**DATA FOR PROCESSING:**
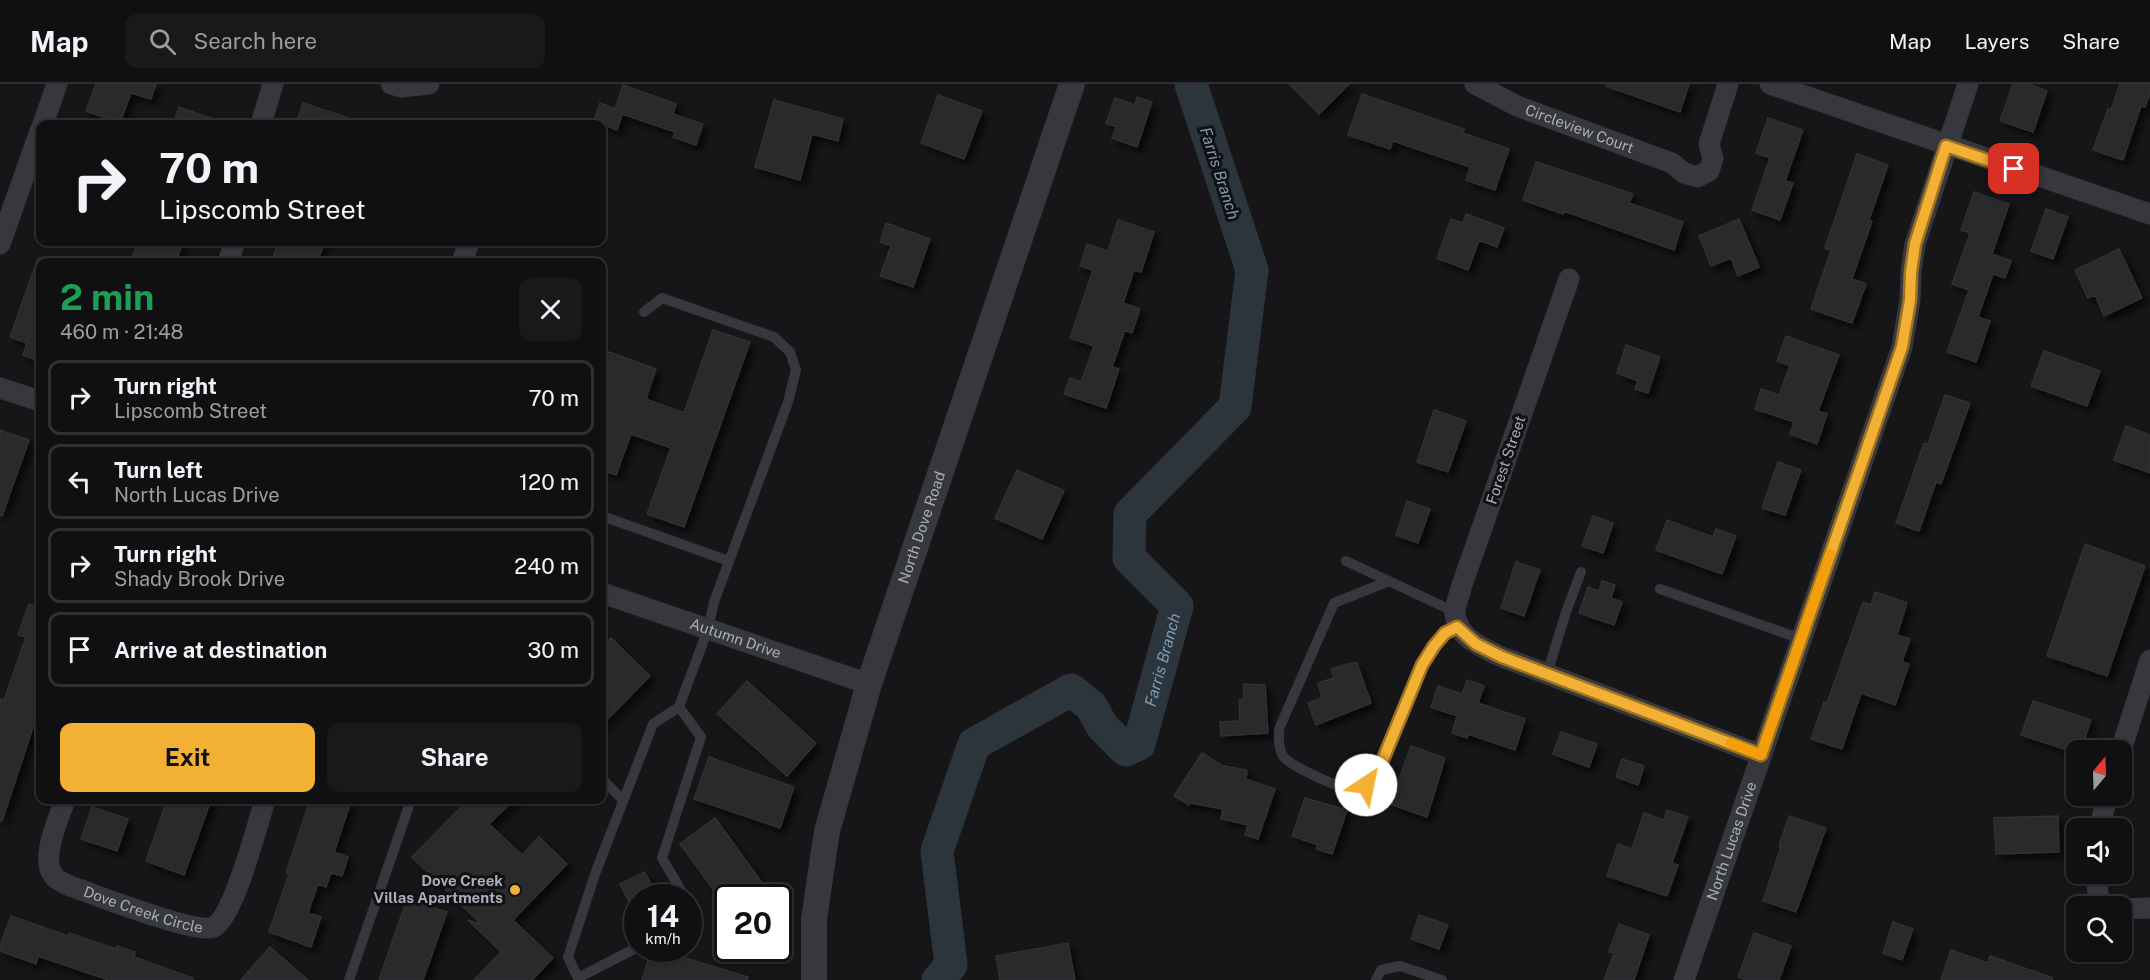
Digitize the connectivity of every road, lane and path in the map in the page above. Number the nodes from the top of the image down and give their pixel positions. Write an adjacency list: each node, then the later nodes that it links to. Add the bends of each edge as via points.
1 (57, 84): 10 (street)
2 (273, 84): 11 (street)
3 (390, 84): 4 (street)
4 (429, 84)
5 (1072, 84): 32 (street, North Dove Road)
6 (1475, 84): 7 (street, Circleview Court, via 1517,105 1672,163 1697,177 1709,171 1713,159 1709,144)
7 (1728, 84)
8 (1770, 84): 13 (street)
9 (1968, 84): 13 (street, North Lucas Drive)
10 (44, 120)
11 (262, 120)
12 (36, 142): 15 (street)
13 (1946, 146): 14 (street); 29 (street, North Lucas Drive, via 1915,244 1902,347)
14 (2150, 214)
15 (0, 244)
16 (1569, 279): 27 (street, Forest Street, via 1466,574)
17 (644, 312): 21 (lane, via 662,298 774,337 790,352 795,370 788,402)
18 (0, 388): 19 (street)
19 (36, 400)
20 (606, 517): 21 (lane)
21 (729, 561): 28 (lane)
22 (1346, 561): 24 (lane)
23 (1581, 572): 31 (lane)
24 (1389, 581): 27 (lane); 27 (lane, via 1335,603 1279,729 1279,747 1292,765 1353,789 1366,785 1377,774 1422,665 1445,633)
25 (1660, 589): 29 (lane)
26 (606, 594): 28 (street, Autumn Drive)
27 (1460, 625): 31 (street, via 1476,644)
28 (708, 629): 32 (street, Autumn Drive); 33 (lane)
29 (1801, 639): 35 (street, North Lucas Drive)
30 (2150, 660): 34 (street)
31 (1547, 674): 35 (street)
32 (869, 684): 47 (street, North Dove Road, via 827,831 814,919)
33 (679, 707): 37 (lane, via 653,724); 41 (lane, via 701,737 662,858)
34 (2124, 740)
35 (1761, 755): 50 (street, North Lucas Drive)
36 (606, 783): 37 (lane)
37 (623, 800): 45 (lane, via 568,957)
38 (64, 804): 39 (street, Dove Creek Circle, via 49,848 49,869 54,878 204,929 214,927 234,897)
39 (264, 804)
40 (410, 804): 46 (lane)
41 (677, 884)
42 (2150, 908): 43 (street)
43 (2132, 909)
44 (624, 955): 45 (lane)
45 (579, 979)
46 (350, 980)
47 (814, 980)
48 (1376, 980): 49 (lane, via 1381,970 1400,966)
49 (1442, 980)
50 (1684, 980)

**YOUR INSTRUCTIONS:**
Copy each line from the data that features the string "Dove".

**TASK OUTPUT:**
5 (1072, 84): 32 (street, North Dove Road)
32 (869, 684): 47 (street, North Dove Road, via 827,831 814,919)
38 (64, 804): 39 (street, Dove Creek Circle, via 49,848 49,869 54,878 204,929 214,927 234,897)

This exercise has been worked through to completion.